Whilst the liver has incredible regenerative potential, that is, it can rapidly replace cells lost to disease, toxins (including alcohol) and senescence, these cells need a connective tissue "scaffold" (known as the ECM - extracellular matrix) to cling to in order to preserve the normal architecture of the liver.

But if a region of the liver is removed then this scaffold goes too, meaning that there is nothing to guide regenerating cells to the correct locations and hence the regenerative capacity can be limited. Otherwise a liver damaged by cirrhosis ought to be able to grow a whole new liver alongside the shrunken damaged one, but this doesn't happen.

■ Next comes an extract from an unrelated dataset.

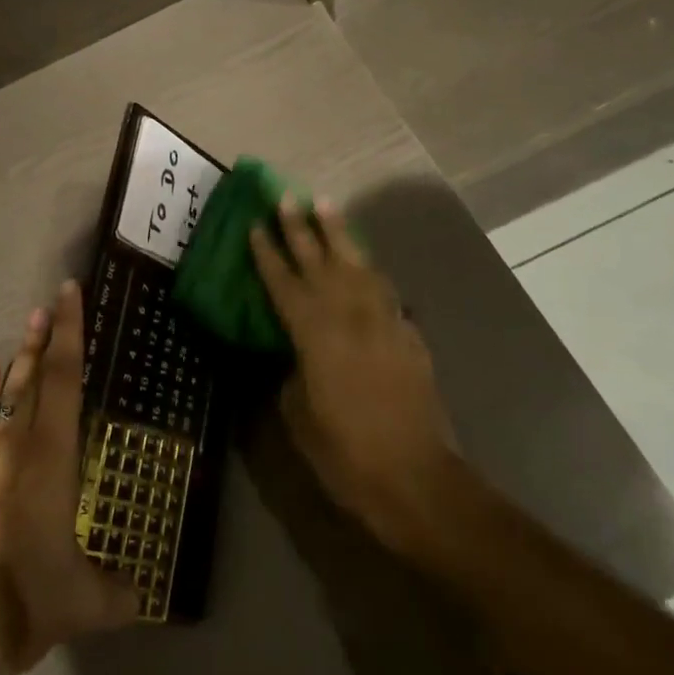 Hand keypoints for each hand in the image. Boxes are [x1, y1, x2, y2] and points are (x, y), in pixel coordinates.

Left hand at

For this reason removing a lobe of the liver - to cure a cancer or as a donor organ for instance - does not result in the regrowth of the excised lobe. Destroying some liver cells during a drinking binge, however, is repaired because the inert extra-cellular matrix persists and so new liver cells generated from local stem cells can take up the correct positions to restore the normal structure and function.

Chris
- chris - 11th Sep 08
You don't need to be closely related to donate part of your liver, my father was a live donor for my mother (and no they're not cousins ;)) I guess you could say they were made for each other :)
- Me - 22nd Jan 10
the liver can regrow it's own scaffolding:

http://sci.rutgers.edu/forum/showthread.php?t=110437



- ls4848 - 16th May 10
My brother ad liver cancer and they told him that if the tumour hadn't been so invasive they could have removed a significant part of his liver and he would still survive. they also said that you can live with only part of your liver but obviously you have to watch your diet. Some percentage of liver will grow back depending on how much is removed. sadly my brother could not be saved in this way.